_PROMPT_
State the number of lines in the following data that include the word "wrist", with no other text.
# # # # # # #
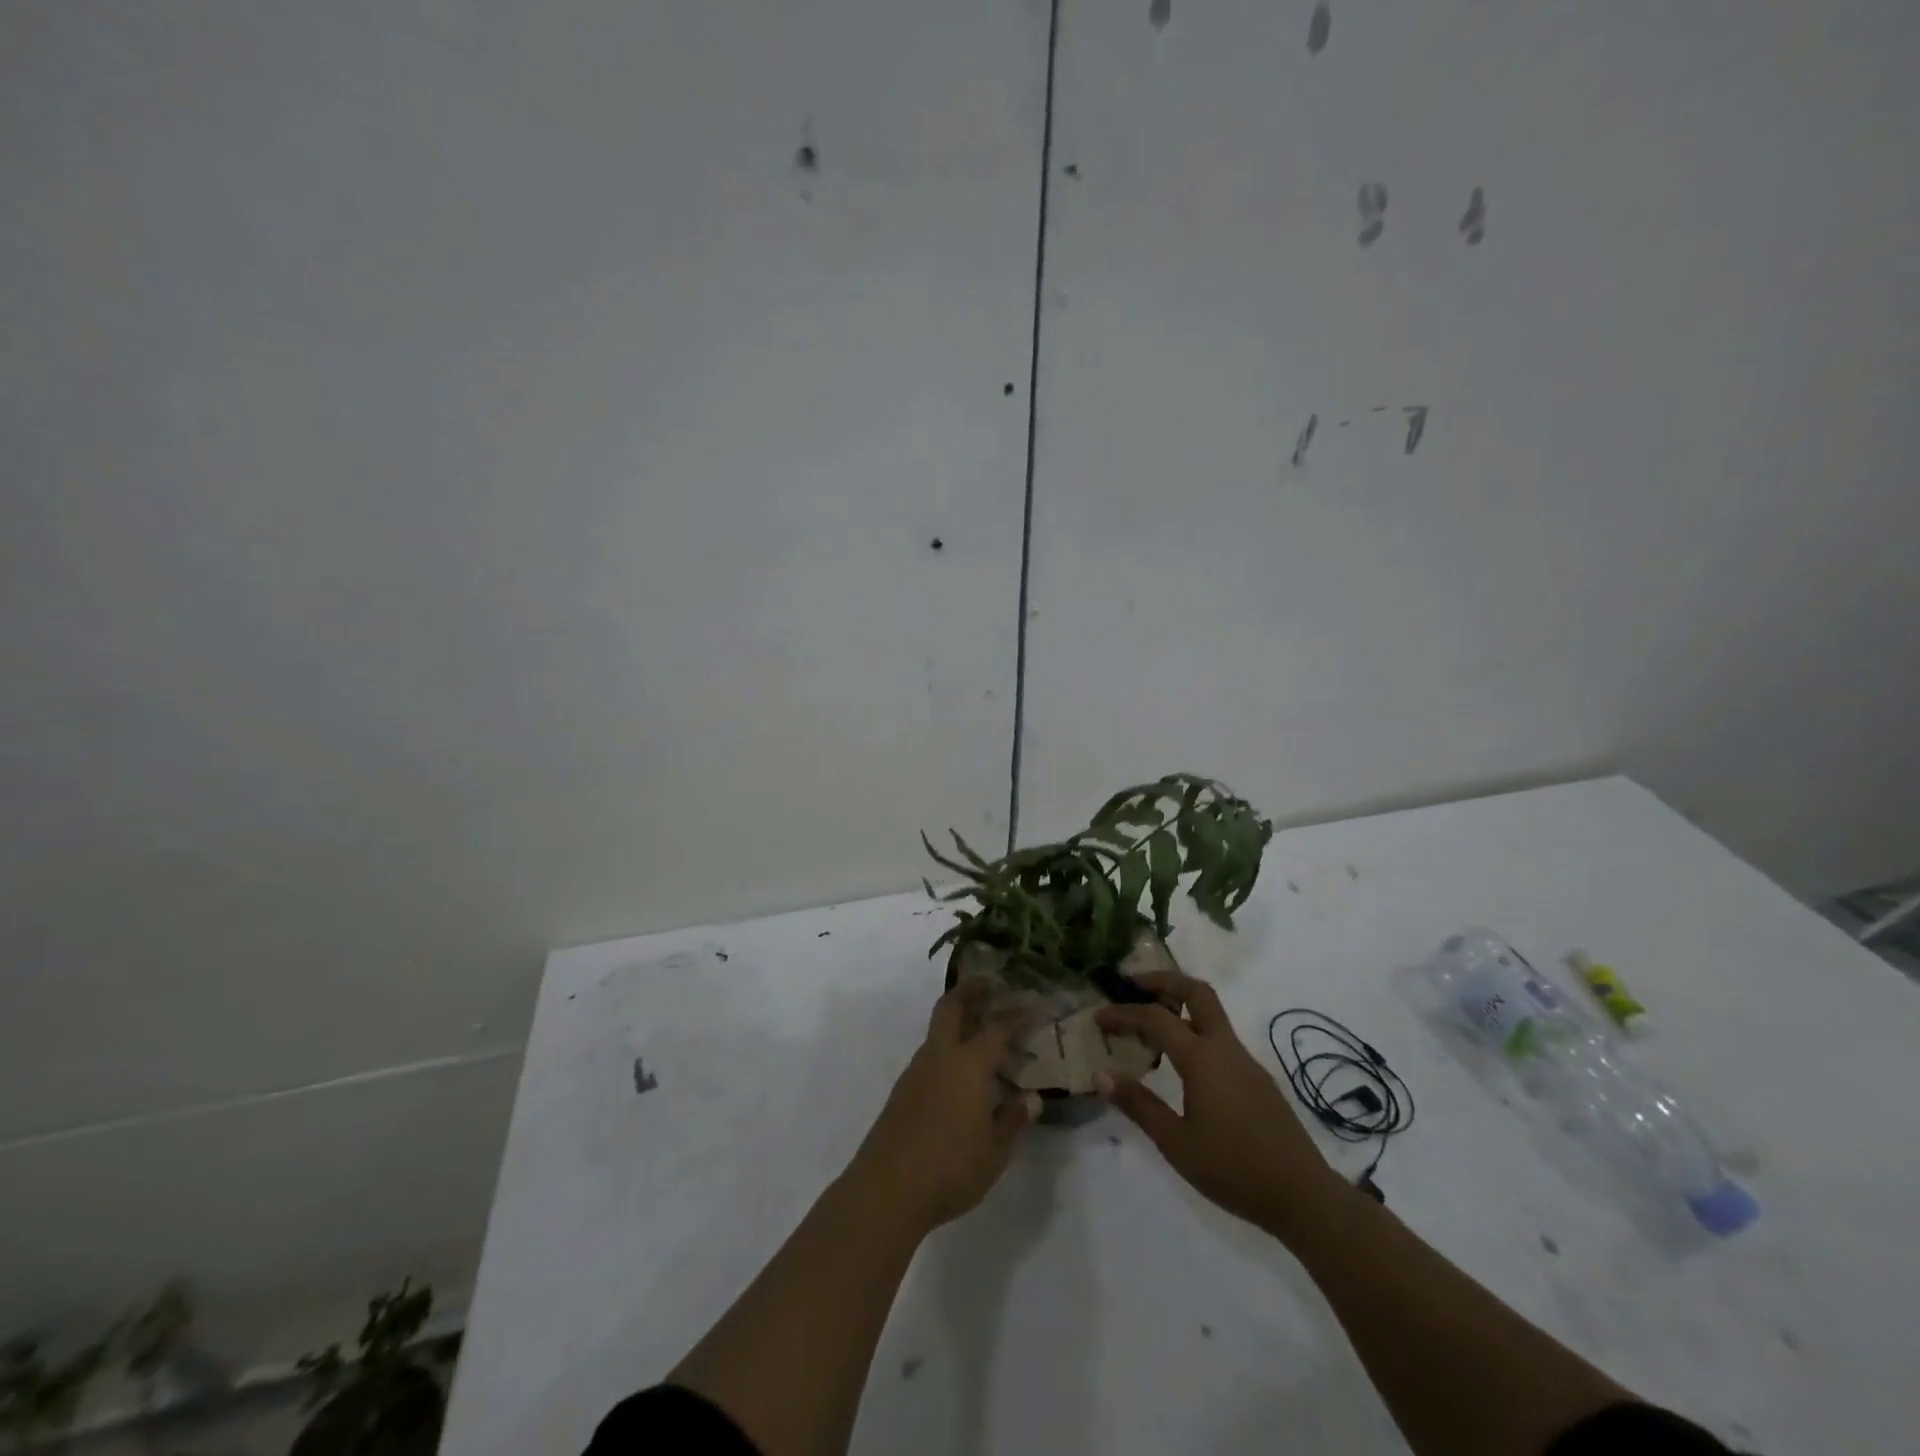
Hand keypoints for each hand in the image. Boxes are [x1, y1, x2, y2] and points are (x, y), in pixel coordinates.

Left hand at [845, 980, 1040, 1235]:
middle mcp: (941, 1057)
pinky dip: (948, 1047)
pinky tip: (960, 1072)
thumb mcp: (994, 1152)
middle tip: (991, 984)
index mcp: (968, 1065)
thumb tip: (1031, 1098)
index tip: (1034, 1004)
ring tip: (980, 1029)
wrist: (887, 1189)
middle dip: (971, 990)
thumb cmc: (950, 1168)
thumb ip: (1013, 1120)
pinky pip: (930, 1054)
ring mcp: (917, 1071)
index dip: (1017, 1015)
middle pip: (952, 1007)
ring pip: (938, 1029)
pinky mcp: (903, 1090)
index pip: (997, 1028)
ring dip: (957, 1018)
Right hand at [1095, 970, 1340, 1237]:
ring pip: (1211, 1013)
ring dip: (1179, 1005)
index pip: (1155, 1018)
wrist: (1304, 1196)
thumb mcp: (1176, 1144)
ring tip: (1149, 1022)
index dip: (1123, 1013)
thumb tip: (1101, 1074)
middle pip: (1196, 991)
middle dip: (1163, 980)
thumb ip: (1139, 1105)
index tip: (1097, 1017)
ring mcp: (1245, 1061)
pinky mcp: (1256, 1078)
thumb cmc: (1234, 1170)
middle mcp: (1225, 1048)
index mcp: (1202, 1058)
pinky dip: (1194, 1030)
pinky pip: (1220, 1037)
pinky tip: (1180, 1060)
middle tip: (1132, 986)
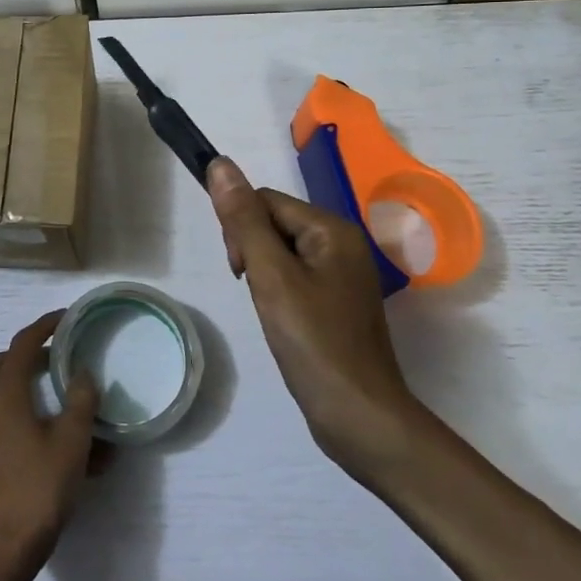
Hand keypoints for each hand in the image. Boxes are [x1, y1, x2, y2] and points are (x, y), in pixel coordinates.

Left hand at [0, 310, 99, 580]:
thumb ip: (81, 401)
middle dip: (29, 352)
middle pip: (1, 362)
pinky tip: (45, 430)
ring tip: (56, 393)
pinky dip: (17, 407)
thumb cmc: (39, 488)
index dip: (45, 325)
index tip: (66, 318)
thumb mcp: (71, 442)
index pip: (23, 343)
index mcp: (4, 393)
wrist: (1, 548)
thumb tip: (84, 373)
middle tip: (59, 357)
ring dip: (22, 381)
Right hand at [207, 158, 423, 480]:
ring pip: (283, 252)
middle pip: (276, 223)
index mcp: (333, 229)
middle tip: (257, 293)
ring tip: (271, 311)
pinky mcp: (339, 303)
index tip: (240, 271)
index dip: (242, 229)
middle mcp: (343, 243)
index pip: (267, 201)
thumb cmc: (314, 343)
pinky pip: (297, 278)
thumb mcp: (271, 276)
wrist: (360, 417)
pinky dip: (280, 293)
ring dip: (264, 274)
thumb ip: (244, 220)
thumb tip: (219, 164)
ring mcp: (344, 275)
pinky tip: (283, 322)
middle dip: (253, 251)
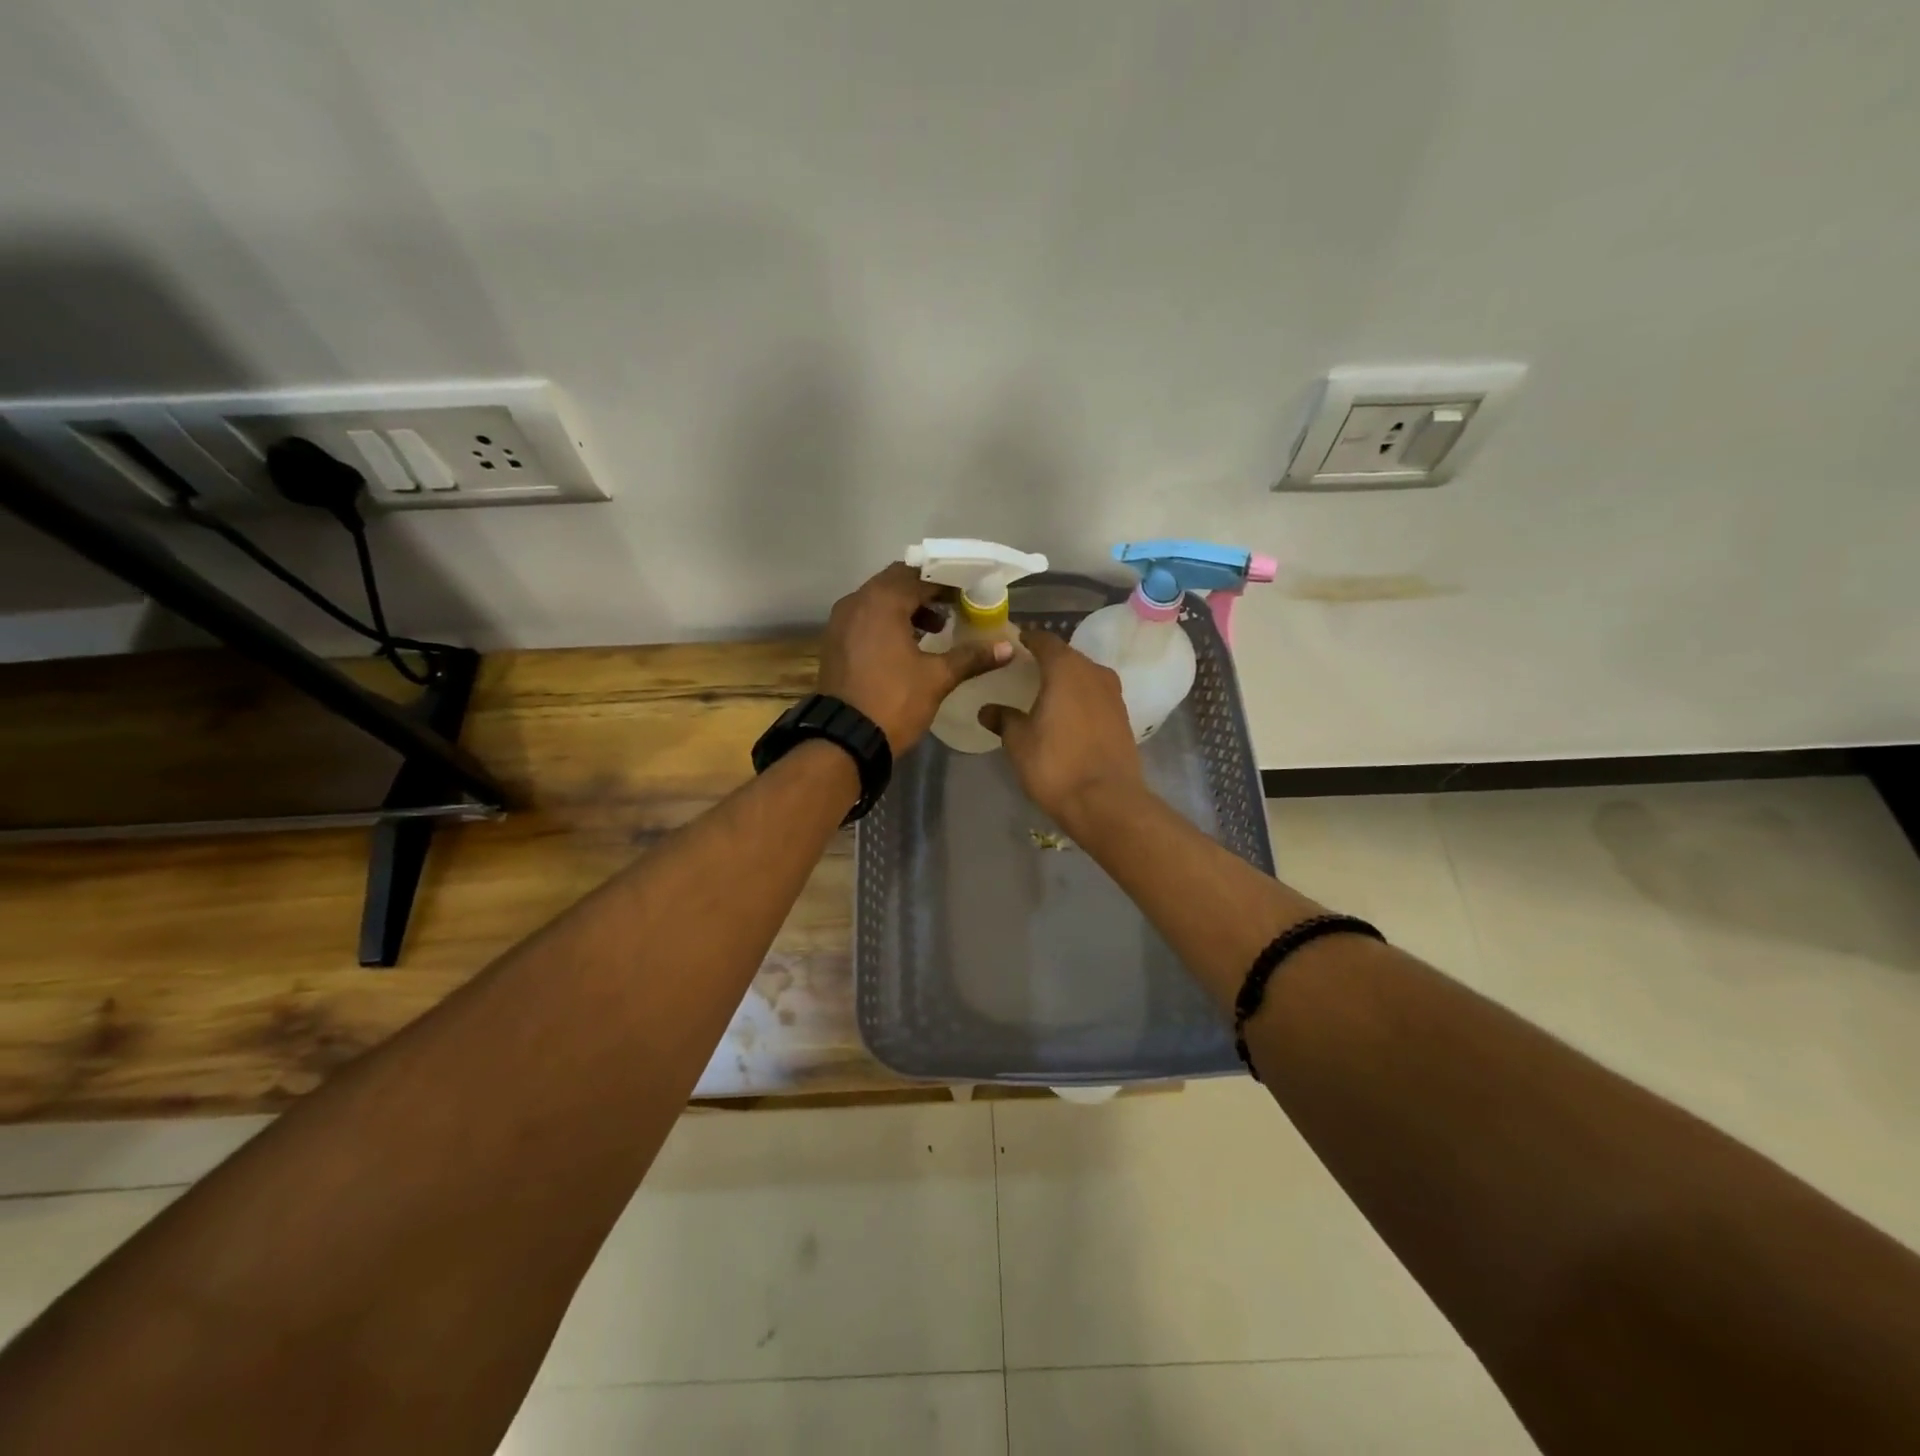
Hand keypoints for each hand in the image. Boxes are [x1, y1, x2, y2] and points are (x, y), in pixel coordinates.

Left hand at [817, 562, 1012, 752]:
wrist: (844, 739)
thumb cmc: (894, 701)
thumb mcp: (937, 678)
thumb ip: (971, 657)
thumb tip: (1007, 647)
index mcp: (882, 601)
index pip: (921, 577)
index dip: (948, 583)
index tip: (971, 593)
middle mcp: (857, 601)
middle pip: (897, 582)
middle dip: (927, 591)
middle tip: (956, 606)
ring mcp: (841, 621)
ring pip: (879, 600)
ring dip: (907, 607)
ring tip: (937, 627)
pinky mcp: (835, 641)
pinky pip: (866, 618)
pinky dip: (888, 621)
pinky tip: (909, 643)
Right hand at [980, 629, 1144, 826]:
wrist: (1106, 801)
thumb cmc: (1056, 764)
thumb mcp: (1019, 742)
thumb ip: (1004, 720)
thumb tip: (987, 710)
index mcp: (1065, 669)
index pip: (1044, 640)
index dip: (1028, 640)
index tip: (1014, 644)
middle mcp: (1094, 672)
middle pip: (1067, 656)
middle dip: (1047, 660)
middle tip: (1025, 670)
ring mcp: (1113, 695)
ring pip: (1085, 676)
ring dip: (1066, 680)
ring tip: (1045, 693)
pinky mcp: (1123, 717)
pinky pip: (1096, 696)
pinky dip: (1080, 698)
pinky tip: (1067, 715)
# # # # # # #
_RESULT OF THE EXERCISE_
6